The logical building blocks of the Court's specific holding with regard to food and beverage labeling would seem to be equally applicable to food and beverage advertising, drug marketing, medical device labeling, cosmetics branding, or any other kind of marking or representation which would fall under both the Lanham Act and the FDCA, unless preclusion is required for some specific reason. The general presumption following POM Wonderful, then, is that Lanham Act claims with regard to FDCA-regulated products are permissible and, indeed, desirable.

The district court separated the permissive Lanham Act claims where "the subject of the claim touches the area of authority of the FDCA" from those precluded claims where the court would be "called upon to make determinations within the exclusive purview of FDA authority."

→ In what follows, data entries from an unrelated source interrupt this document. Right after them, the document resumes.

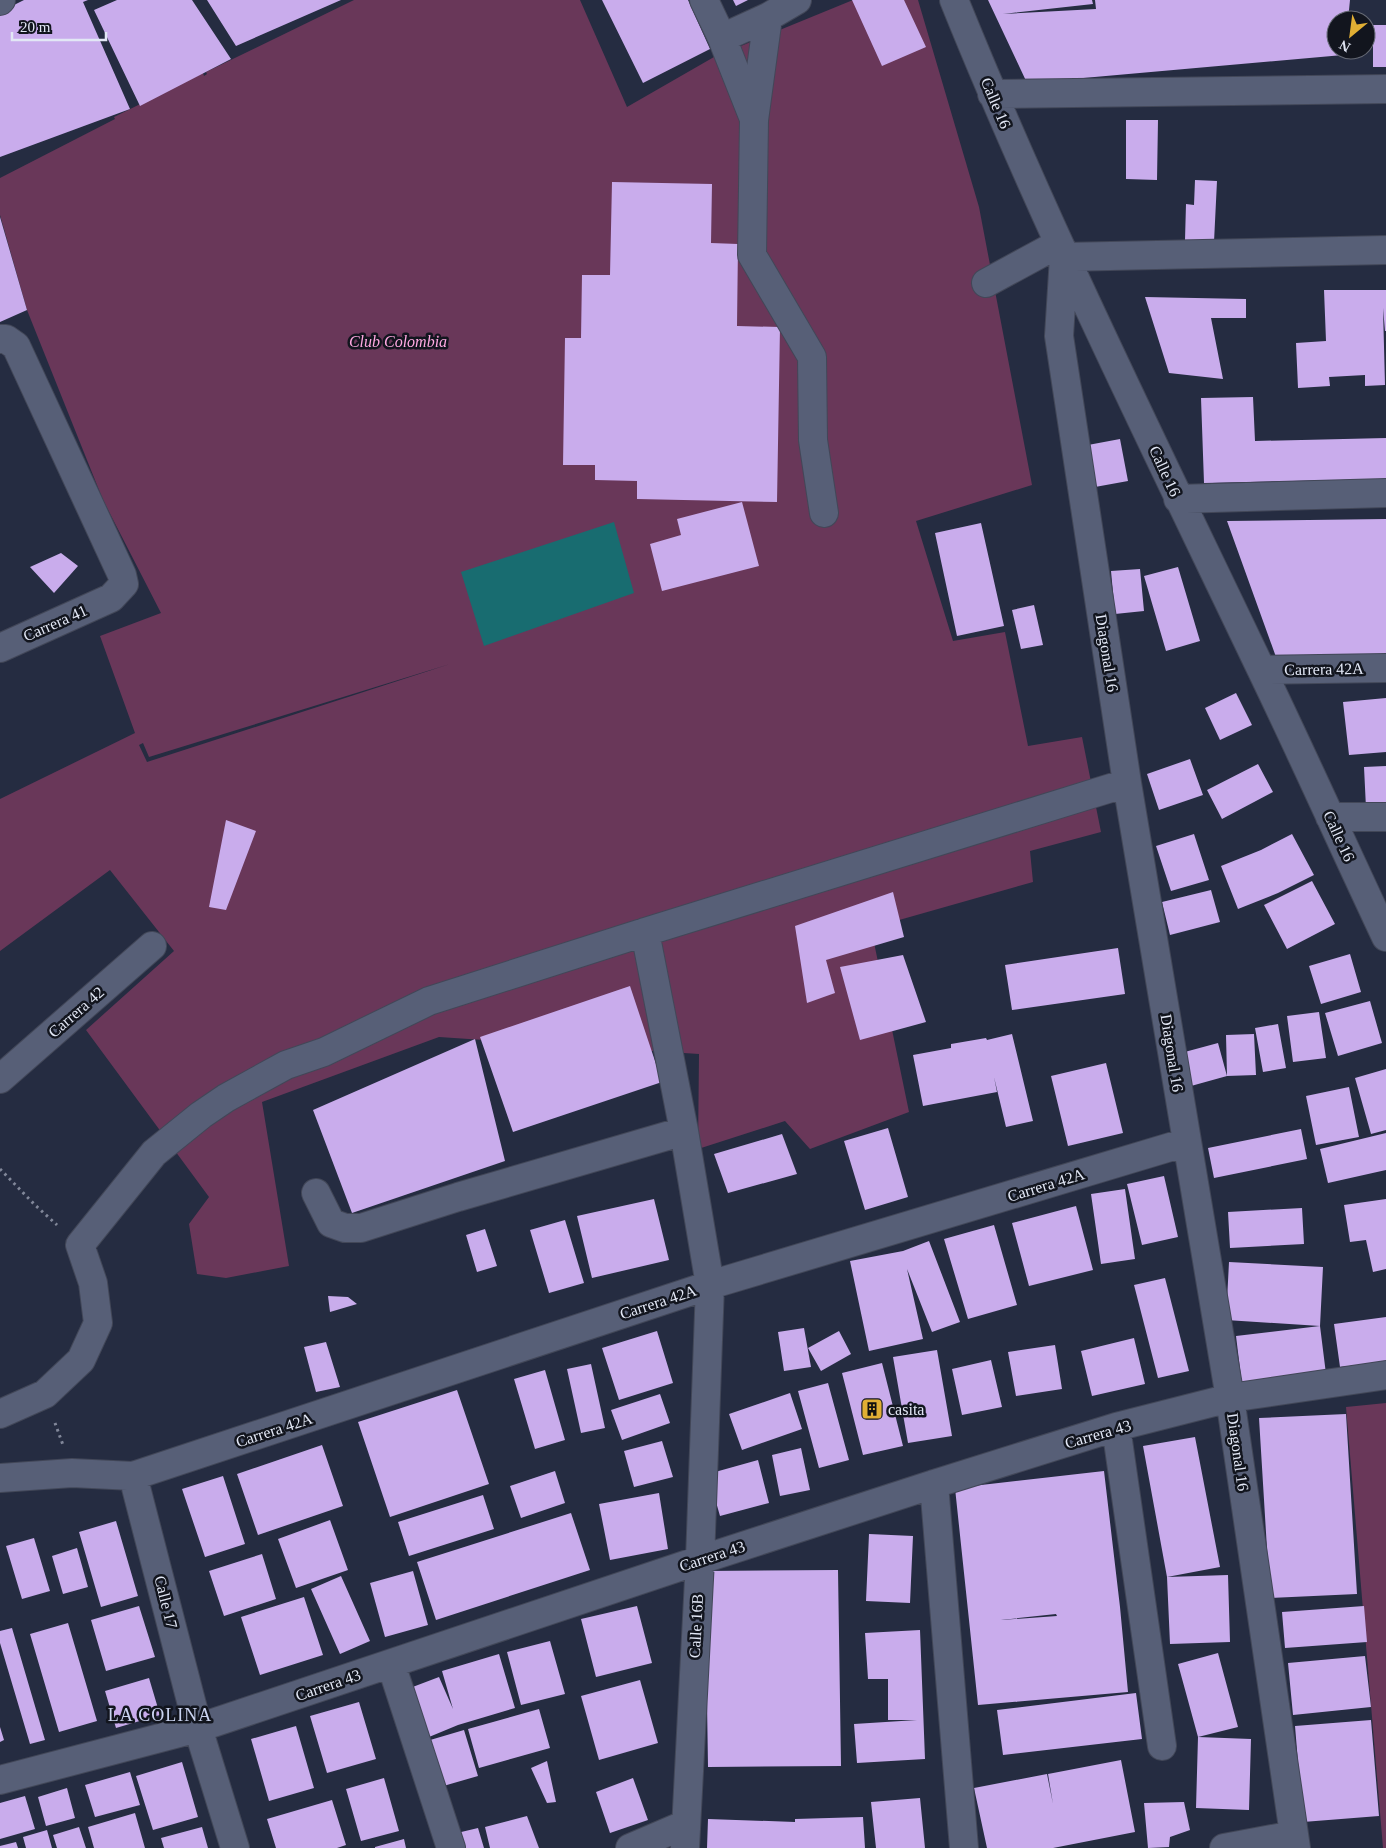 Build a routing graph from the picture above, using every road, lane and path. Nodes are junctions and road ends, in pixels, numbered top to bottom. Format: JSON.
{"nodes":[{"id":1,"x":704,"y":0,"type":"edge"},
{"id":2,"x":797,"y":0,"type":"edge"},
{"id":3,"x":954,"y":0,"type":"edge"},
{"id":4,"x":768,"y":17,"type":"junction"},
{"id":5,"x":722,"y":38,"type":"junction"},
{"id":6,"x":1386,"y":89,"type":"edge"},
{"id":7,"x":992,"y":94,"type":"junction"},
{"id":8,"x":754,"y":120,"type":"junction"},
{"id":9,"x":1386,"y":250,"type":"edge"},
{"id":10,"x":1061,"y":251,"type":"junction"},
{"id":11,"x":986,"y":283,"type":"dead end"},
{"id":12,"x":3,"y":339,"type":"edge"},
{"id":13,"x":1386,"y":493,"type":"edge"},
{"id":14,"x":1178,"y":498,"type":"junction"},
{"id":15,"x":824,"y":513,"type":"dead end"},
{"id":16,"x":0,"y":648,"type":"edge"},
{"id":17,"x":1386,"y":668,"type":"edge"},
{"id":18,"x":1262,"y":670,"type":"junction"},
{"id":19,"x":1127,"y":783,"type":"junction"},
{"id":20,"x":1330,"y":817,"type":"junction"},
{"id":21,"x":1386,"y":817,"type":"edge"},
{"id":22,"x":646,"y":932,"type":"junction"},
{"id":23,"x":1386,"y":937,"type":"edge"},
{"id":24,"x":152,"y":946,"type":"dead end"},
{"id":25,"x":0,"y":1080,"type":"edge"},
{"id":26,"x":684,"y":1132,"type":"junction"},
{"id":27,"x":1187,"y":1142,"type":"junction"},
{"id":28,"x":0,"y":1169,"type":"edge"},
{"id":29,"x":316,"y":1193,"type":"dead end"},
{"id":30,"x":80,"y":1245,"type":"junction"},
{"id":31,"x":710,"y":1285,"type":"junction"},
{"id":32,"x":1386,"y":1375,"type":"edge"},
{"id":33,"x":45,"y":1394,"type":"junction"},
{"id":34,"x":1230,"y":1398,"type":"junction"},
{"id":35,"x":0,"y":1414,"type":"edge"},
{"id":36,"x":1116,"y":1427,"type":"junction"},
{"id":37,"x":72,"y":1473,"type":"junction"},
{"id":38,"x":133,"y":1476,"type":"junction"},
{"id":39,"x":0,"y":1478,"type":"edge"},
{"id":40,"x":934,"y":1484,"type":"junction"},
{"id":41,"x":700,"y":1560,"type":"junction"},
{"id":42,"x":391,"y":1664,"type":"junction"},
{"id":43,"x":198,"y":1728,"type":"junction"},
{"id":44,"x":1162,"y":1746,"type":"dead end"},
{"id":45,"x":0,"y":1780,"type":"edge"},
{"id":46,"x":686,"y":1836,"type":"edge"},
{"id":47,"x":1295,"y":1841,"type":"edge"},
{"id":48,"x":235,"y":1848,"type":"edge"},
{"id":49,"x":451,"y":1848,"type":"edge"},
{"id":50,"x":630,"y":1848,"type":"edge"},
{"id":51,"x":964,"y":1848,"type":"edge"},
{"id":52,"x":1224,"y":1848,"type":"edge"}],
"edges":[{"from":1,"to":5,"type":"street"},
{"from":2,"to":4,"type":"street"},
{"from":3,"to":7,"type":"street","name":"Calle 16"},
{"from":4,"to":5,"type":"street"},
{"from":4,"to":8,"type":"street"},
{"from":5,"to":8,"type":"street"},
{"from":6,"to":7,"type":"street"},
{"from":7,"to":10,"type":"street","name":"Calle 16"},
{"from":8,"to":15,"type":"street"},
{"from":9,"to":10,"type":"street"},
{"from":10,"to":11,"type":"street"},
{"from":10,"to":14,"type":"street","name":"Calle 16"},
{"from":10,"to":19,"type":"street","name":"Diagonal 16"},
{"from":12,"to":16,"type":"street","name":"Carrera 41"},
{"from":13,"to":14,"type":"street"},
{"from":14,"to":18,"type":"street","name":"Calle 16"},
{"from":17,"to":18,"type":"street","name":"Carrera 42A"},
{"from":18,"to":20,"type":"street","name":"Calle 16"},
{"from":19,"to":22,"type":"street"},
{"from":19,"to":27,"type":"street","name":"Diagonal 16"},
{"from":20,"to":21,"type":"street"},
{"from":20,"to":23,"type":"street","name":"Calle 16"},
{"from":22,"to":26,"type":"street","name":"Calle 16B"},
{"from":22,"to":30,"type":"street"},
{"from":24,"to":25,"type":"street","name":"Carrera 42"},
{"from":26,"to":29,"type":"street"},
{"from":26,"to":31,"type":"street","name":"Calle 16B"},
{"from":27,"to":31,"type":"street","name":"Carrera 42A"},
{"from":27,"to":34,"type":"street","name":"Diagonal 16"},
{"from":28,"to":30,"type":"path"},
{"from":30,"to":33,"type":"street"},
{"from":31,"to":38,"type":"street","name":"Carrera 42A"},
{"from":31,"to":41,"type":"street","name":"Calle 16B"},
{"from":32,"to":34,"type":"street","name":"Carrera 43"},
{"from":33,"to":35,"type":"street"},
{"from":33,"to":37,"type":"path"},
{"from":34,"to":36,"type":"street","name":"Carrera 43"},
{"from":34,"to":47,"type":"street","name":"Diagonal 16"},
{"from":36,"to":40,"type":"street","name":"Carrera 43"},
{"from":36,"to":44,"type":"street"},
{"from":37,"to":38,"type":"street"},
{"from":37,"to":39,"type":"street"},
{"from":38,"to":43,"type":"street","name":"Calle 17"},
{"from":40,"to":41,"type":"street","name":"Carrera 43"},
{"from":40,"to":51,"type":"street"},
{"from":41,"to":42,"type":"street","name":"Carrera 43"},
{"from":41,"to":46,"type":"street","name":"Calle 16B"},
{"from":42,"to":43,"type":"street","name":"Carrera 43"},
{"from":42,"to":49,"type":"street"},
{"from":43,"to":45,"type":"street","name":"Carrera 43"},
{"from":43,"to":48,"type":"street","name":"Calle 17"},
{"from":46,"to":50,"type":"street"},
{"from":47,"to":52,"type":"street"}]}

Takeaway: Depending on one's point-of-view on truth-in-labeling disputes, the POM Wonderful decision may or may not be wonderful. It opens the door for companies to bring false advertising claims against competitors — which can cut both ways. It will be interesting to see how courts determine what claims require the "exclusive purview" of the FDA and how far courts are willing to take the POM "arguments, logic and holding."

For other important positive 2014 developments, we refer to the annual list in the Drug and Device Law blog, "Thumbs Up – The Ten Best Prescription Drug/Medical Device Decisions of 2014," for a well-analyzed and entertaining discussion of this year's key wins.

As we ring in 2015, we look forward to a new year of defense wins. Cheers!

 

This legal update also appeared in Law360 on January 14, 2015


[1] The Federal Food, Drug and Cosmetic Act prohibits pharmaceutical companies from "misbranding" pharmaceuticals or "introduc[ing] or deliver[ing] for introduction into interstate commerce of any ... drug ... that is ... misbranded." 21 U.S.C. § 331(a).